Tearing up, Gajendra continued, “I don't feel that there is much love between family members in Kesur. For example, we have been fighting for years over tiny amounts of land. How do we awaken love amongst each other so that we become a truly united family? If any one of us is suffering or needs help, we should all be there for each other.”

I could see transformation beginning. I caught a glimpse of how Kesur could once again become symbolic of something positive and beautiful, rather than a suffocating and decaying place that elicits sadness and grief. It could become a place of atonement, humility, and healthy pride. The experience we had shared could open new horizons for our family members. It could cohere our fragmented family and enable us to become a single powerful unit. It could herald the rebirth of Kesur as a place of healing and renewal, the effects rippling out to the Rajput community and beyond.

The Path Ahead

My family's story may be extreme in some ways, but its contours are familiar and all too commonplace. Just like there is a “Me Too” movement, I hope my story gives others the courage to say “We Too” as they realize, “My family also has a troubled history. We have dark secrets too.”

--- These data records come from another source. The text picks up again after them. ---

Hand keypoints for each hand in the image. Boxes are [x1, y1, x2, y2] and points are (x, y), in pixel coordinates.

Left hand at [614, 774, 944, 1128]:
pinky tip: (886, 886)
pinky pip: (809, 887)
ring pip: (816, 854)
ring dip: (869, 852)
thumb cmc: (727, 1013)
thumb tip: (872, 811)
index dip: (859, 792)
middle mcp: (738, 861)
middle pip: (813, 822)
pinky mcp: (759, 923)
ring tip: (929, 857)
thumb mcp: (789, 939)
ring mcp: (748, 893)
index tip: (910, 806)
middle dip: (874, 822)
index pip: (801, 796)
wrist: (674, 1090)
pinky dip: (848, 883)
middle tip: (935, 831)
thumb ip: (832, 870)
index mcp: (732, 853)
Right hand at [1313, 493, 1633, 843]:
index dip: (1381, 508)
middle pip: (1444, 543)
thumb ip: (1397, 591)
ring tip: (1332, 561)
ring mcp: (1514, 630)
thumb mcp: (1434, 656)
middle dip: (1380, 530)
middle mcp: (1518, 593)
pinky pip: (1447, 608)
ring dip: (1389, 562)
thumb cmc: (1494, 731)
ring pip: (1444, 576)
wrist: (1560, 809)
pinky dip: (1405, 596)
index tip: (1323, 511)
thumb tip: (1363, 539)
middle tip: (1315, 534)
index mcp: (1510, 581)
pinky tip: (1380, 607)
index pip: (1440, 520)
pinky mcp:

I concluded our family gathering with a simple thought: Just as I needed to blend my mother's love with my father's strength, the Kesur family needs to blend Hari Singh's heart with Girwar Singh's toughness.

Over the last several years, I have worked on healing myself, my relationship with my mentor, and my relationship with my children. I have started the process of healing the soul of Kesur, and continue to work on healing the world of business. In coming years, I hope to be able to come to a place of healing with my failed marriage.

What are you ready to face and heal? Remember, with every wound and trauma, we must reveal it, feel it, and grieve it in order to heal it. The singer Juliana Hatfield reminds us, “A heart that hurts is a heart that works.” A heart that hurts is also a heart that loves. The only way to heal is through love. We all need to be healers now, starting with ourselves.